> _DATA TO PROCESS_:
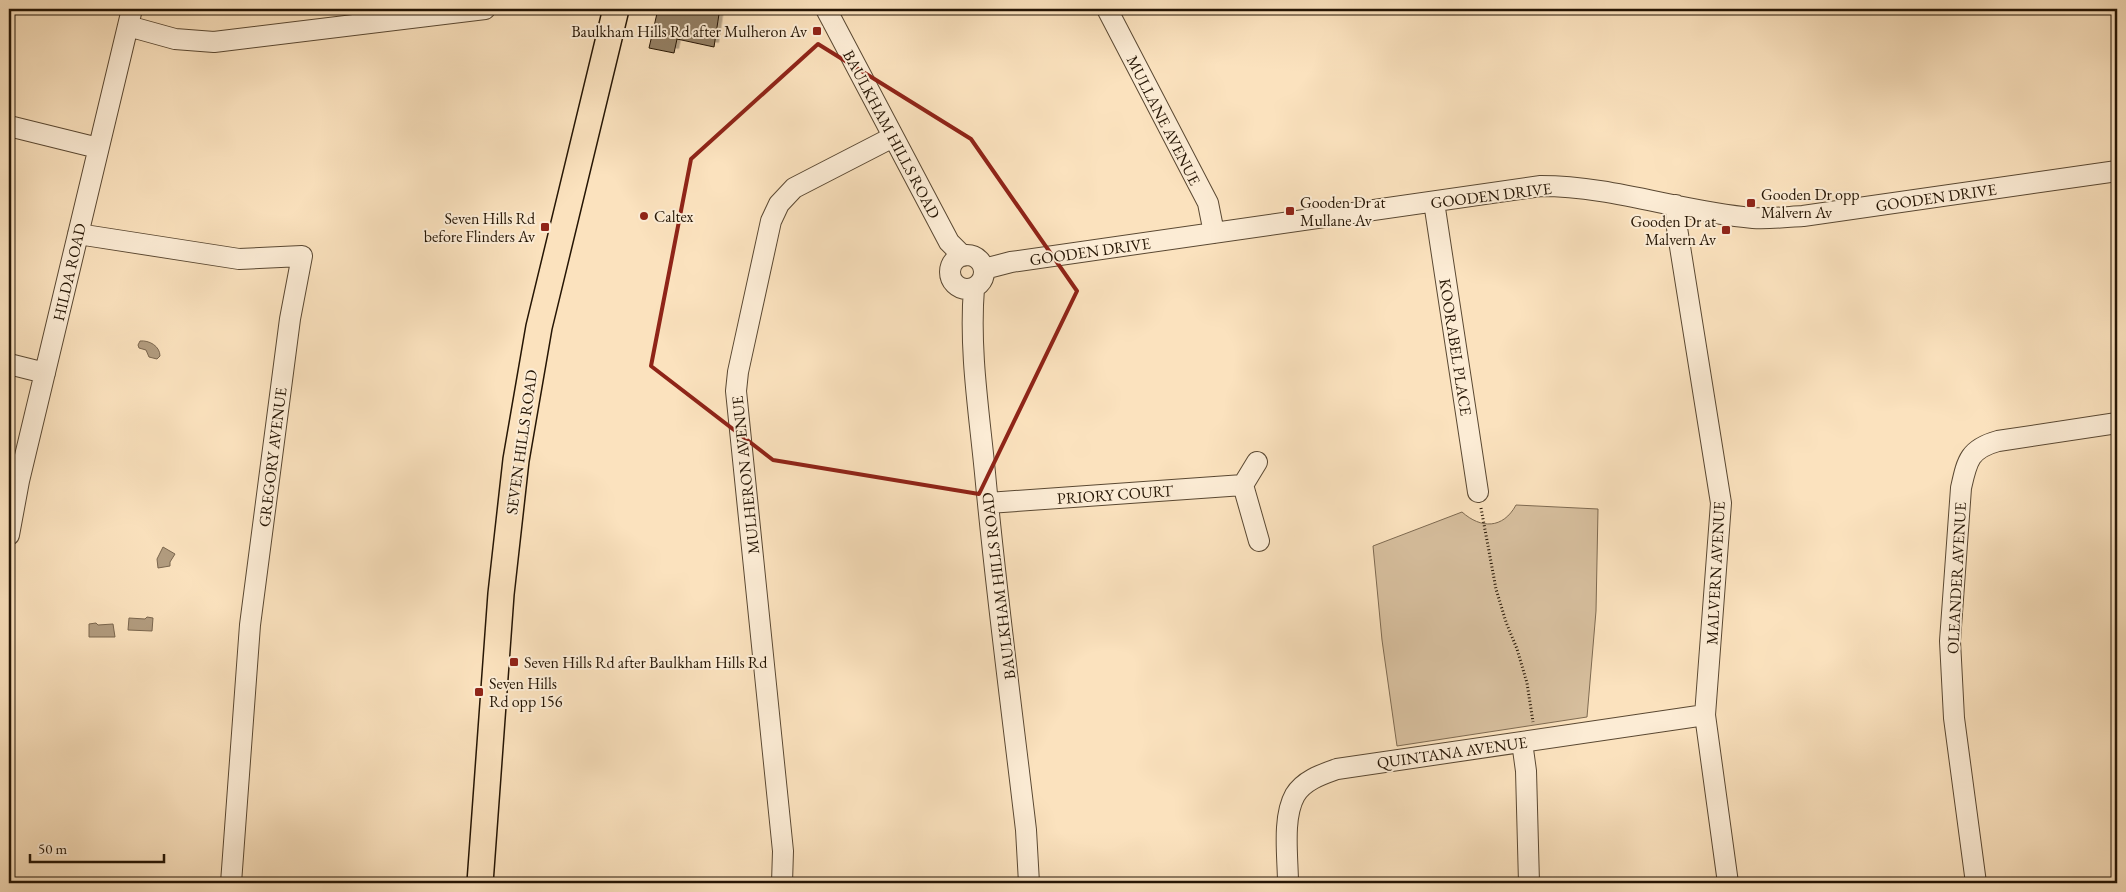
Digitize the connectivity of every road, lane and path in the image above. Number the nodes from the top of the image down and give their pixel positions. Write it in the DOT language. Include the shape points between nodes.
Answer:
graph roads {
  1 [pos="485,9"];
  2 [pos="616,9"];
  3 [pos="826,9"];
  4 [pos="1107,9"];
  5 [pos="404,14"];
  6 [pos="130,18"];
  7 [pos="9,126"];
  8 [pos="892,137"];
  9 [pos="98,148"];
  10 [pos="2117,172"];
  11 [pos="1434,202"];
  12 [pos="1676,205"];
  13 [pos="1214,233"];
  14 [pos="78,234"];
  15 [pos="963,256"];
  16 [pos="984,269"];
  17 [pos="974,288"];
  18 [pos="9,364"];
  19 [pos="45,373"];
  20 [pos="2117,423"];
  21 [pos="1257,462"];
  22 [pos="1243,485"];
  23 [pos="1478,492"];
  24 [pos="988,503"];
  25 [pos="9,535"];
  26 [pos="1259,541"];
  27 [pos="1705,715"];
  28 [pos="1530,741"];
  29 [pos="231,883"];
  30 [pos="480,883"];
  31 [pos="782,883"];
  32 [pos="1029,883"];
  33 [pos="1288,883"];
  34 [pos="1529,883"];
  35 [pos="1728,883"];
  36 [pos="1976,883"];
  1 -- 5 [label="street"];
  2 -- 30 [label="main road, SEVEN HILLS ROAD" via="539,327 516,460 501,594"];
  3 -- 8 [label="street, BAULKHAM HILLS ROAD"];
  4 -- 13 [label="street, MULLANE AVENUE" via="1208,203"];
  5 -- 6 [label="street" via="214,42 175,39"];
  6 -- 9 [label="street, HILDA ROAD"];
  7 -- 9 [label="street"];
  8 -- 15 [label="street, BAULKHAM HILLS ROAD" via="949,242"];
  8 -- 31 [label="street, MULHERON AVENUE" via="794,188 779,204 771,221 736,382 783,851"];
  9 -- 14 [label="street, HILDA ROAD"];
  10 -- 12 [label="street, GOODEN DRIVE" via="1803,216 1754,218"];
  11 -- 12 [label="street, GOODEN DRIVE" via="1560,186 1595,189"];
  11 -- 13 [label="street, GOODEN DRIVE"];
  11 -- 23 [label="street, KOORABEL PLACE"];
  12 -- 27 [label="street, MALVERN AVENUE" via="1721,504"];
  13 -- 16 [label="street, GOODEN DRIVE" via="1011,262"];
  14 -- 19 [label="street, HILDA ROAD"];
  14 -- 29 [label="street, GREGORY AVENUE" via="240,259 302,256 290,319 249,635"];
  15 -- 16 [label="street" via="978,259"];
  15 -- 17 [label="street" via="957,258 951,267 952,280 964,289"];
  16 -- 17 [label="street" via="982,281"];
  17 -- 24 [label="street, BAULKHAM HILLS ROAD" via="973,352"];
  18 -- 19 [label="street"];
  19 -- 25 [label="street, HILDA ROAD"];
  20 -- 36 [label="street, OLEANDER AVENUE" via="1991,442 1974,451 1966,465 1961,488 1950,640 1954,718"];
  21 -- 22 [label="street"];
  22 -- 24 [label="street, PRIORY COURT"];
  22 -- 26 [label="street"];
  23 -- 28 [label="path" via="1496,589 1527,682"];
  24 -- 32 [label="street, BAULKHAM HILLS ROAD" via="1026,830"];
  27 -- 28 [label="street, QUINTANA AVENUE"];
  27 -- 35 [label="street, MALVERN AVENUE"];
  28 -- 33 [label="street, QUINTANA AVENUE" via="1338,769 1314,777 1296,794 1289,816"];
  28 -- 34 [label="street" via="1526,771"];
}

> _WHAT YOU NEED TO DO_:
The material is to be reproduced verbatim, and no picture may appear in the copy.

> _TASK OUTPUT_:
Digitize the connectivity of every road, lane and path in the image above. Number the nodes from the top of the image down and give their pixel positions. Write it in the DOT language. Include the shape points between nodes.
Answer:
graph roads {
  1 [pos="485,9"];
  2 [pos="616,9"];
  3 [pos="826,9"];
  4 [pos="1107,9"];
  5 [pos="404,14"];
  6 [pos="130,18"];
  7 [pos="9,126"];
  8 [pos="892,137"];
  9 [pos="98,148"];
  10 [pos="2117,172"];
  11 [pos="1434,202"];
  12 [pos="1676,205"];
  13 [pos="1214,233"];
  14 [pos="78,234"];
  15 [pos="963,256"];
  16 [pos="984,269"];
  17 [pos="974,288"];
  18 [pos="9,364"];
  19 [pos="45,373"];
  20 [pos="2117,423"];
  21 [pos="1257,462"];
  22 [pos="1243,485"];
  23 [pos="1478,492"];
  24 [pos="988,503"];
  25 [pos="9,535"];
  26 [pos="1259,541"];
  27 [pos="1705,715"];
  28 [pos="1530,741"];
  29 [pos="231,883"];
  30 [pos="480,883"];
  31 [pos="782,883"];
  32 [pos="1029,883"];
  33 [pos="1288,883"];
  34 [pos="1529,883"];
  35 [pos="1728,883"];
  36 [pos="1976,883"];
  1 -- 5 [label="street"];
  2 -- 30 [label="main road, SEVEN HILLS ROAD" via="539,327 516,460 501,594"];
  3 -- 8 [label="street, BAULKHAM HILLS ROAD"];
  4 -- 13 [label="street, MULLANE AVENUE" via="1208,203"];
  5 -- 6 [label="street" via="214,42 175,39"];
  6 -- 9 [label="street, HILDA ROAD"];
  7 -- 9 [label="street"];
  8 -- 15 [label="street, BAULKHAM HILLS ROAD" via="949,242"];
  8 -- 31 [label="street, MULHERON AVENUE" via="794,188 779,204 771,221 736,382 783,851"];
  9 -- 14 [label="street, HILDA ROAD"];
  10 -- 12 [label="street, GOODEN DRIVE" via="1803,216 1754,218"];
  11 -- 12 [label="street, GOODEN DRIVE" via="1560,186 1595,189"];
  11 -- 13 [label="street, GOODEN DRIVE"];
  11 -- 23 [label="street, KOORABEL PLACE"];
  12 -- 27 [label="street, MALVERN AVENUE" via="1721,504"];
  13 -- 16 [label="street, GOODEN DRIVE" via="1011,262"];
  14 -- 19 [label="street, HILDA ROAD"];
  14 -- 29 [label="street, GREGORY AVENUE" via="240,259 302,256 290,319 249,635"];
  15 -- 16 [label="street" via="978,259"];
  15 -- 17 [label="street" via="957,258 951,267 952,280 964,289"];
  16 -- 17 [label="street" via="982,281"];
  17 -- 24 [label="street, BAULKHAM HILLS ROAD" via="973,352"];
  18 -- 19 [label="street"];
  19 -- 25 [label="street, HILDA ROAD"];
  20 -- 36 [label="street, OLEANDER AVENUE" via="1991,442 1974,451 1966,465 1961,488 1950,640 1954,718"];
  21 -- 22 [label="street"];
  22 -- 24 [label="street, PRIORY COURT"];
  22 -- 26 [label="street"];
  23 -- 28 [label="path" via="1496,589 1527,682"];
  24 -- 32 [label="street, BAULKHAM HILLS ROAD" via="1026,830"];
  27 -- 28 [label="street, QUINTANA AVENUE"];
  27 -- 35 [label="street, MALVERN AVENUE"];
  28 -- 33 [label="street, QUINTANA AVENUE" via="1338,769 1314,777 1296,794 1289,816"];
  28 -- 34 [label="street" via="1526,771"];
}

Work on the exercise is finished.